Five steps to developing an effective sales strategy

Five steps to developing an effective sales strategy

How do you come up with a sales focus which drives the most amount of growth to your business and profit to your bottom line?

 

What is the single most important strategic sales activity that if applied consistently by your business as a whole for the next 90 days would have the greatest impact on your growth?

I’ve just finished delivering a great Sales Secrets Academy, my sales training programme, to a cracking customer of ours and once again the outcome from one of the group exercises highlighted this need – to ruthlessly focus solely on the singularly most important sales activity to accelerate growth.

As a growth business you should develop a singular focus on the key sales and business development activity – or at most two or three activities – that have the potential to drive the most amount of growth to your business and profit to your bottom line.

In order to achieve this you must also be prepared to stop faffing around with other business development things that you think you should be doing, that actually add little or no value.

For example, the business I was working with recently, as part of an exercise to map the entire client journey, a massive discussion developed in the pre-sales group around the marketing activities they currently do, or think that they should do better, or more of.

Meanwhile the group mapping the post-sale journey realised just how many opportunities they were missing to further penetrate other areas of their blue-chip clients through better long-term relationship building and structured account management.

The outcome was they identified the 12 key game-changing clients, all of which they already have some form of relationship with, that they should solely focus on to generate new work and higher sales order value.

This single activity completely outranked some of the other lead generation activities, which in this case was pre-sale, such as building a greater presence on social media or some of the advertising campaigns and exhibitions they had previously attended.

With this in mind, here are five steps to developing a company-wide ruthless sales focus:

  1. Map out your client journey, pre and post-sale.
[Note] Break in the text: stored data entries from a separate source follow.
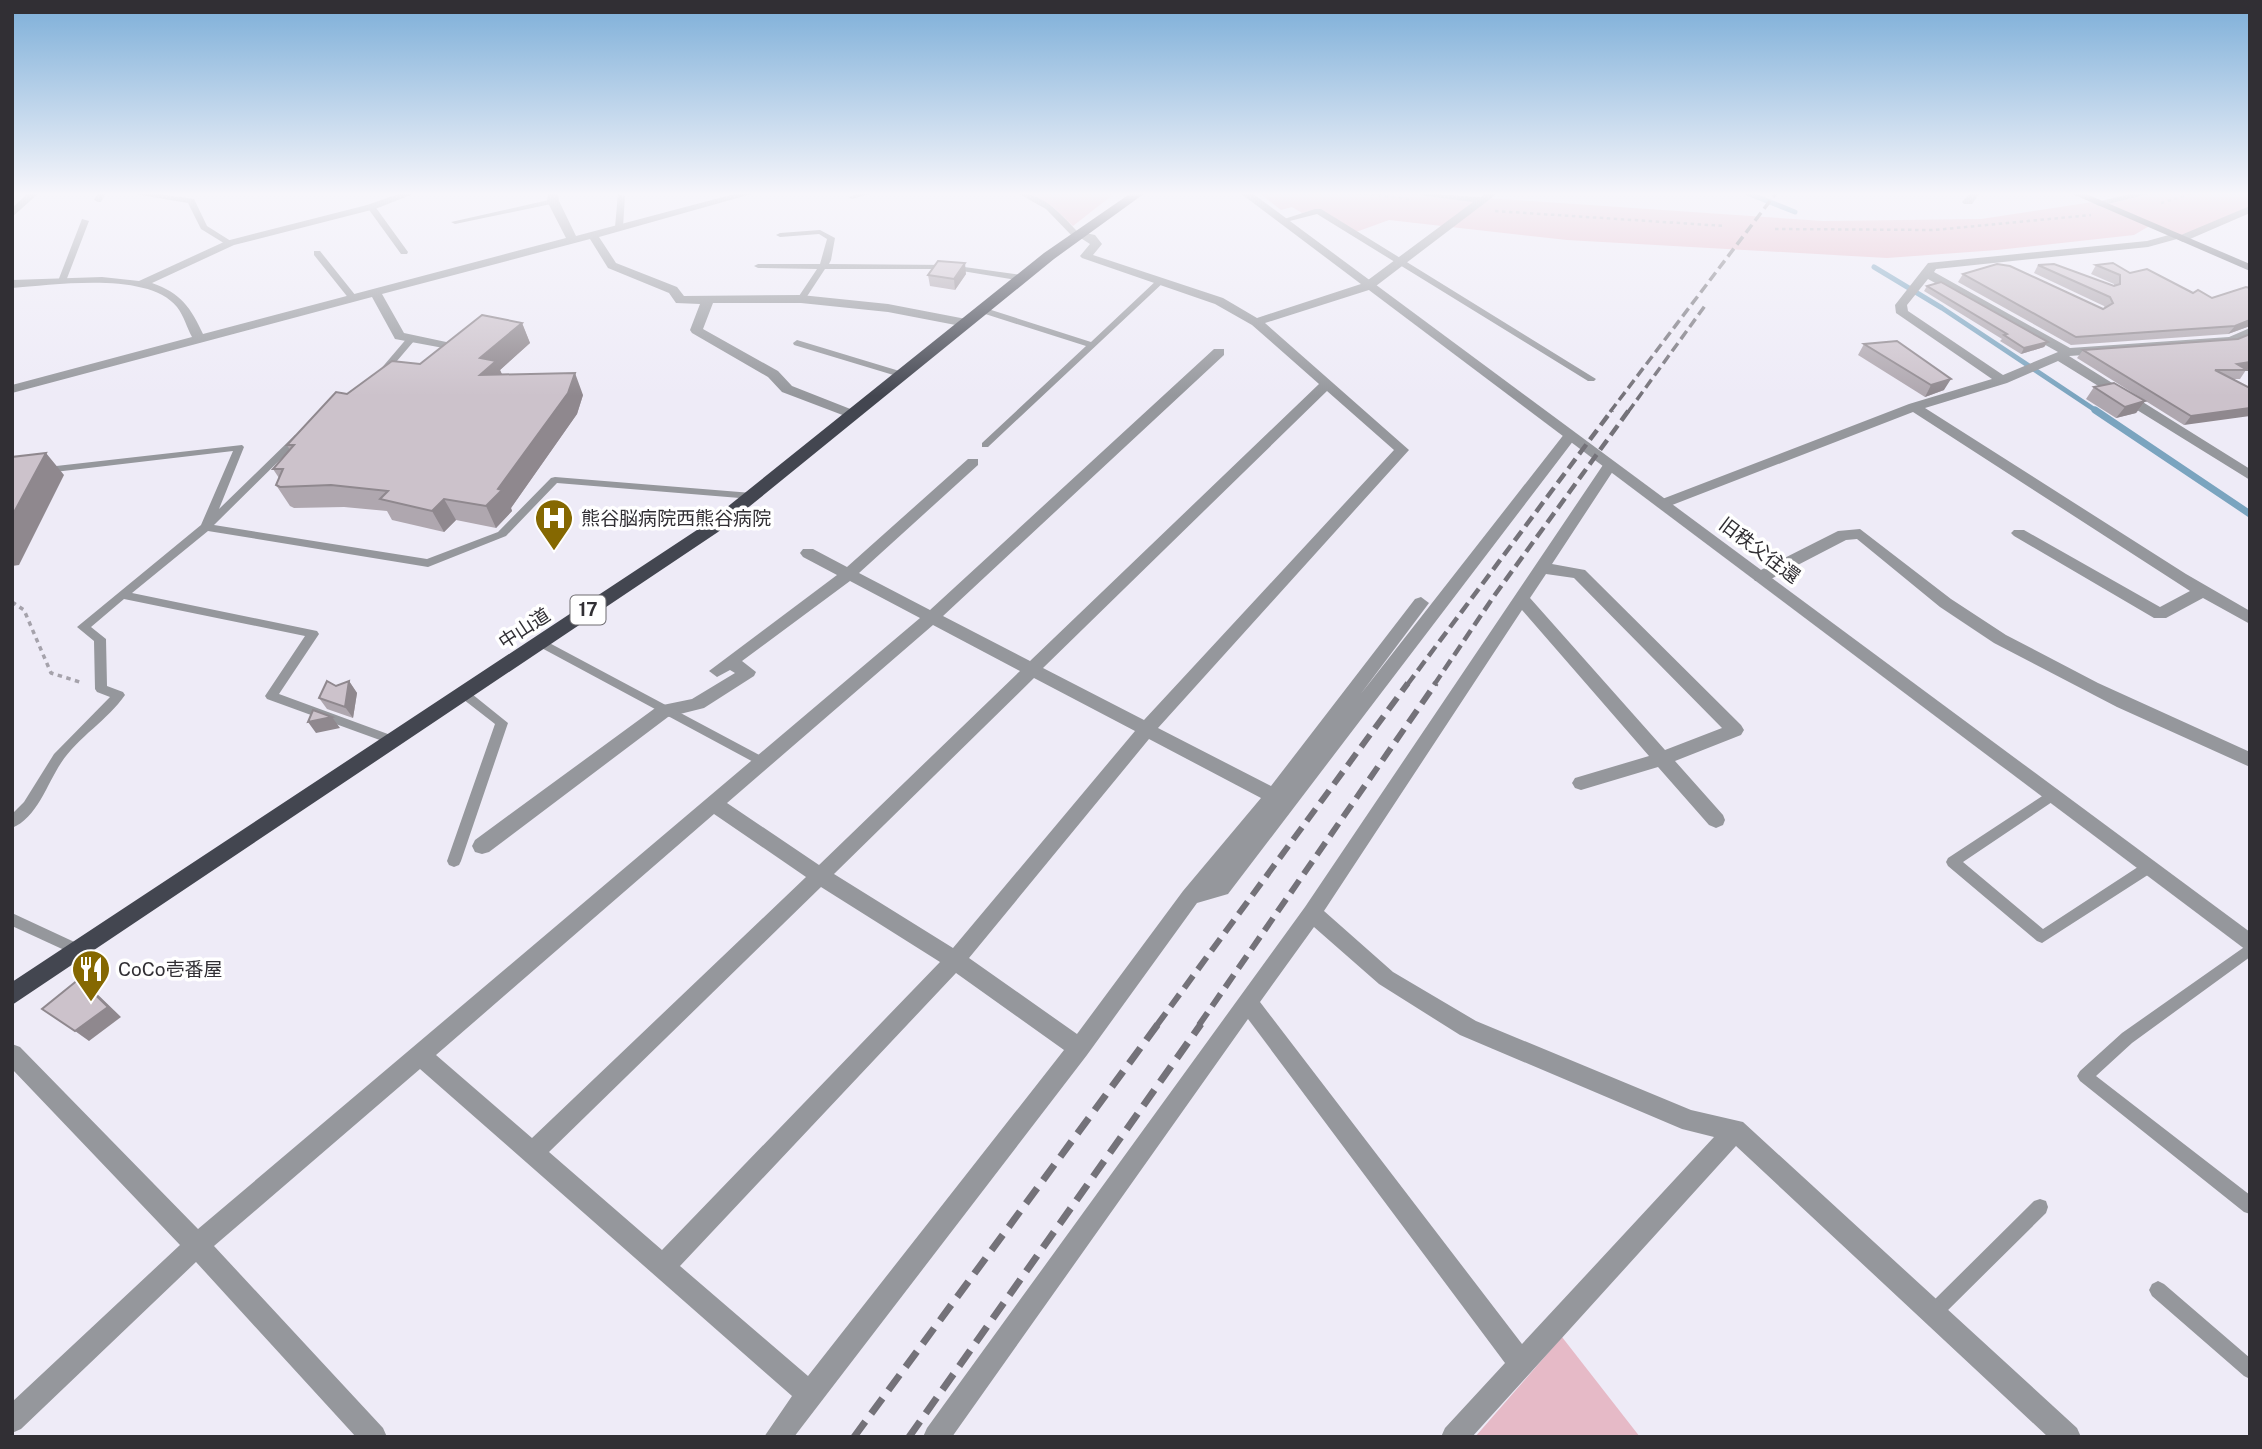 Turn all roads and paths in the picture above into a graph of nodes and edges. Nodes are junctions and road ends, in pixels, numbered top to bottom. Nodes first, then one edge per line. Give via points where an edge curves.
1 (70, 261) edge
2 (192, 261) edge
3 (323, 261) edge
4 (492, 261) edge
5 (609, 261) edge
6 (825, 261) edge
7 (1045, 261) edge
8 (1097, 261) edge
9 (1334, 261) edge
10 (1984, 261) edge
11 (1991, 261) edge
12 (2043, 261) edge
13 (2233, 261) edge
14 (1399, 262) joint
15 (824, 264) junction
16 (758, 265) dead end
17 (2057, 266) edge
18 (2250, 268) edge
19 (2014, 271) edge
20 (1927, 273) junction
21 (1022, 278) junction
22 (1161, 281) junction
23 (62, 282) junction
24 (12, 284) edge
25 (139, 285) junction
26 (1367, 286) junction
27 (375, 292) junction
28 (353, 298) junction
29 (801, 299) junction
30 (707, 302) junction
31 (982, 310) junction
32 (1256, 322) junction
33 (966, 323) junction
34 (2250, 332) edge
35 (199, 339) junction
36 (411, 339) junction
37 (797, 343) dead end
38 (1092, 345) junction
39 (460, 349) edge
40 (1219, 352) dead end
41 (2064, 354) junction
42 (903, 375) junction
43 (1591, 379) dead end
44 (2002, 380) junction
45 (369, 383) edge
46 (1327, 384) junction
47 (12, 389) edge
48 (1914, 407) junction
49 (853, 415) junction
50 (304, 431) edge
51 (1570, 436) junction
52 (985, 444) dead end
53 (973, 462) dead end
54 (1610, 465) junction
55 (12, 474) edge
56 (2250, 476) edge
57 (752, 496) junction
58 (1662, 504) junction
59 (206, 527) junction
60 (2019, 533) dead end
61 (808, 553) dead end
62 (1543, 568) junction
63 (849, 574) junction
64 (1761, 577) junction
65 (2203, 591) junction
66 (122, 595) junction
67 (1522, 600) junction
68 (12, 602) edge
69 (1421, 603) dead end
70 (931, 618) junction
71 (2250, 618) edge
72 (540, 642) junction
73 (1030, 670) junction
74 (101, 689) junction
75 (463, 693) junction
76 (664, 711) junction
77 (1145, 731) junction
78 (391, 740) junction
79 (1662, 759) junction
80 (2250, 760) edge
81 (763, 762) junction
82 (1581, 783) dead end
83 (2053, 794) junction
84 (1274, 796) junction
85 (713, 804) junction
86 (1716, 820) dead end
87 (12, 823) edge
88 (482, 846) dead end
89 (454, 860) dead end
90 (2149, 867) junction
91 (822, 877) junction
92 (1191, 897) junction
93 (1312, 913) junction
94 (12, 919) edge
95 (2250, 946) edge
96 (78, 950) junction
97 (955, 960) junction
98 (12, 995) edge
99 (1248, 1003) junction
100 (1079, 1048) junction
101 (12, 1054) edge
102 (419, 1055) junction
103 (1735, 1130) junction
104 (533, 1152) junction
105 (2250, 1206) edge
106 (2040, 1208) dead end
107 (197, 1245) junction
108 (664, 1266) junction
109 (2158, 1290) dead end
110 (1933, 1313) junction
111 (1521, 1364) junction
112 (2250, 1370) edge
113 (810, 1395) junction
114 (12, 1420) edge
115 (374, 1437) edge
116 (777, 1437) edge
117 (936, 1437) edge
118 (1454, 1437) edge
119 (2068, 1437) edge

1 - 23 lane
2 - 25 street
3 - 28 lane
4 - 27 street
5 - 30 street via 624,272 673,289 680,300
6 - 15 lane
7 - 21 highway, 中山道 / 17
8 - 22 street
9 - 26 street, 旧秩父往還
10 - 20 street via 1932,266
11 - 19 street
12 - 17 street
13 - 18 main road
14 - 26 street
14 - 43 lane
15 - 16 lane
15 - 21 lane via 950,267
15 - 29 lane
20 - 41 street
20 - 44 street via 1901,305 1902,313
21 - 31 highway, 中山道 / 17
22 - 32 street via 1219,301
22 - 38 lane
23 - 24 street
23 - 25 street via 114,278
25 - 35 street via 181,303
26 - 32 street
26 - 51 street, 旧秩父往還
27 - 28 street
27 - 36 street via 399,336
28 - 35 street
29 - 30 street
29 - 33 street
30 - 49 street via 696,330 773,374 787,390
31 - 33 highway, 中山道 / 17
31 - 38 lane
32 - 46 street
33 - 42 highway, 中山道 / 17
34 - 41 street via 2231,341
35 - 47 street
36 - 39 street
36 - 45 lane
37 - 42 lane
38 - 52 lane
40 - 70 street
41 - 44 street
41 - 56 street
42 - 49 highway, 中山道 / 17
44 - 48 street
46 - 73 street
46 - 77 street via 1402,450
48 - 58 street
48 - 65 street
49 - 57 highway, 中山道 / 17
50 - 59 lane
51 - 54 street, 旧秩父往還
51 - 92 street via 1221,888
53 - 63 street
54 - 58 street, 旧秩父往還
54 - 62 street
55 - 59 lane via 239,447
57 - 59 lane via 555,481 502,534 428,563
57 - 72 highway, 中山道 / 17 via 712,528
58 - 64 street, 旧秩父往還
59 - 66 lane
60 - 65 street via 2160,614
61 - 63 street
62 - 67 street
62 - 79 street via 1579,574 1735,730
63 - 70 street
63 - 76 street via 723,666 748,672 699,705
64 - 80 street via 1843,535 1860,534 1999,639
64 - 83 street, 旧秩父往還
65 - 71 street
66 - 74 lane via 83,627 100,639
66 - 78 lane via 313,634 271,696
67 - 79 street
67 - 93 street
68 - 74 path via 24,610 51,673
69 - 84 street
70 - 73 street
70 - 81 street
72 - 75 highway, 中山道 / 17
72 - 76 lane
73 - 77 street
73 - 91 street
74 - 87 lane via 119,695 58,757 29,806
75 - 78 highway, 中山道 / 17
75 - 89 lane via 502,723
76 - 81 lane
76 - 88 street
77 - 84 street
77 - 97 street
78 - 96 highway, 中山道 / 17
79 - 82 street
79 - 86 street
81 - 85 street
83 - 90 street, 旧秩父往還
83 - 90 lane via 1953,862 2042,937
84 - 92 street
85 - 91 street
85 - 102 street
90 - 95 street, 旧秩父往還
91 - 97 street
91 - 104 street
92 - 100 street
93 - 99 street
93 - 103 street via 1386,978 1468,1028 1690,1121
94 - 96 lane
95 - 105 lane via 2127,1038 2085,1076
96 - 98 highway, 中山道 / 17
97 - 100 street
97 - 108 street
99 - 111 street
99 - 117 street
100 - 113 street
101 - 107 street
102 - 104 street
102 - 107 street
103 - 110 street
103 - 111 street
104 - 108 street
106 - 110 lane
107 - 114 street
107 - 115 street
108 - 113 street
109 - 112 lane
110 - 119 street
111 - 118 street
113 - 116 street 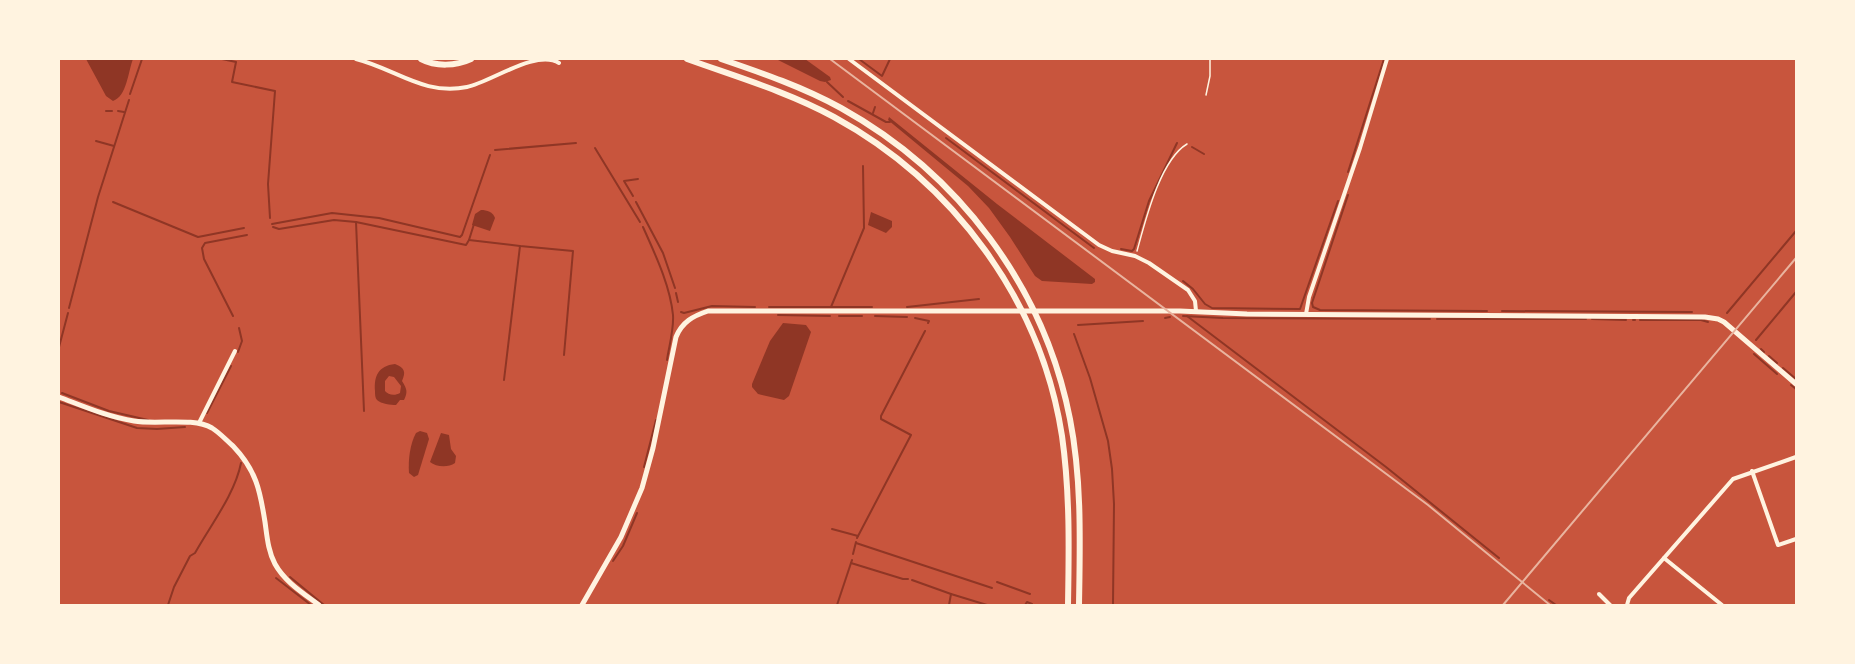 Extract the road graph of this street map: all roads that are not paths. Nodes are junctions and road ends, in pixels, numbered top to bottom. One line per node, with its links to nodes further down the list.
1 (356, 59): 8 (street)
2 (421, 59): 3 (highway)
3 (471, 59)
4 (687, 59): 22 (highway)
5 (721, 59): 23 (highway)
6 (849, 59): 9 (street)
7 (1387, 59): 10 (street)
8 (559, 63)
9 (1196, 311): 10 (street); 21 (street)
10 (1306, 314): 12 (street)
11 (235, 351): 14 (street)
12 (1796, 384)
13 (59, 397): 14 (street)
14 (199, 423): 20 (street)
15 (1796, 457): 16 (street)
16 (1752, 471): 17 (street); 18 (street)
17 (1796, 539)
18 (1664, 558): 25 (street); 26 (street)
19 (1599, 594): 24 (street)
20 (318, 605)
21 (582, 605)
22 (1068, 605)
23 (1079, 605)
24 (1610, 605)
25 (1627, 605)
26 (1722, 605)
Understand what you do currently.
  2. Brainstorm how that could be refined to reduce cost of sale and increase client satisfaction
  3. Once you have identified your most profitable sales process, think about how this integrates with your marketing to attract and gain return sales value of your ideal client (something we call your client avatar). Think about your target customer.
  4. Decide on the singularly key sales activity that if consistently applied in your business for the next 90 days, would lead to a step change your organisation’s growth
  5. Assign resource and refine your process to include this activity and monitor it on an ongoing basis. For example, add it as a recurring agenda point to your regular sales meetings.

Ensure everyone understands the importance this activity has over others. If needs be, encourage them to complete a time and motion study where they record their exact activity at short intervals throughout their working week so they clearly see where they spend their time, what is stealing their time and what should gain more of their attention to ensure they are giving this priority the proper amount of attention.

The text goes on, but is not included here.